As a means of redressing this potential problem, the ADB advocates growing the already rapidly expanding service industry, with an emphasis on high-value modern sectors such as finance and communication technology. The movement away from an agriculture and industry based export-dependent economy towards a service economy would reduce many countries exposure and liability to foreign crises.
 
Service now accounts for almost half of developing Asia’s output, ADB said, and has been a massive source for inclusive jobs, employing a third of the region's workers.
 
The lack of highly skilled workers is a continuing issue, as is the relatively poor state of most countries infrastructure programs.

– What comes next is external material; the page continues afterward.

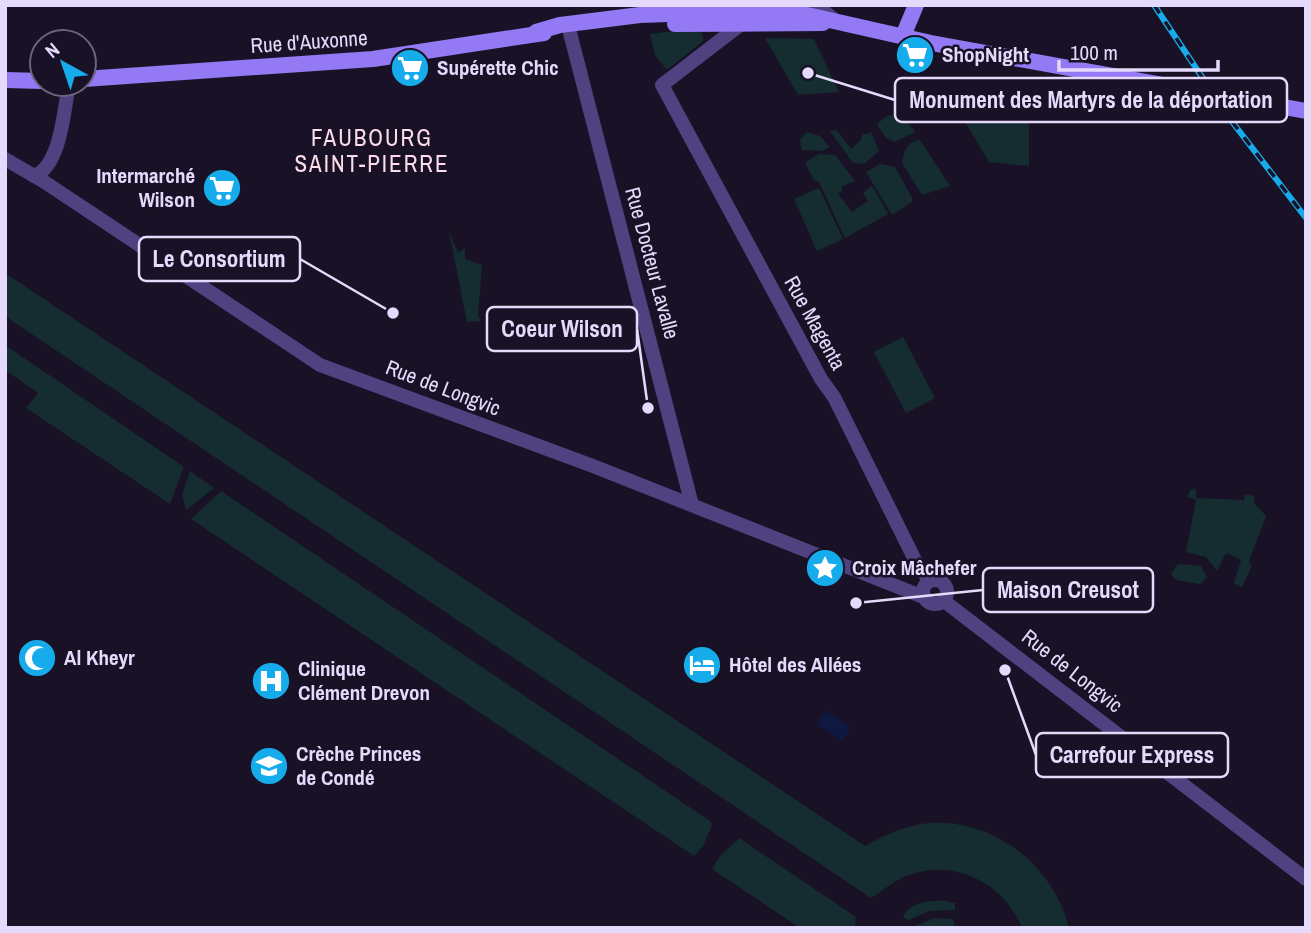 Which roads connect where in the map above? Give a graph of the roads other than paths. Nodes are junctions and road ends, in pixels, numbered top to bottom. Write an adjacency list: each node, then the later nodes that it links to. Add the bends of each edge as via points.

Most burdensome of all is the antiquated regulation that is frequently in place, stifling competition both domestically and abroad. ADB notes that easing domestic regulations and trade barriers is critical to fostering a more competitive and more productive service industry.
 
The revised figures are not all negative. The reduced momentum of growth is expected to alleviate price pressures in the region somewhat, which should lead to a reduction in inflation from 5.9 per cent in 2011 to 4.2 per cent in 2012. This is provided that there are no spikes in international food and fuel prices as happened in 2008.
 
Overall the report does not conclude that widespread countercyclical policy needs to be implemented as a point of urgency. It also notes that the reduction in inflation means that many Asian economies will be able to apply monetary and fiscal stimulus more effectively if required to do so.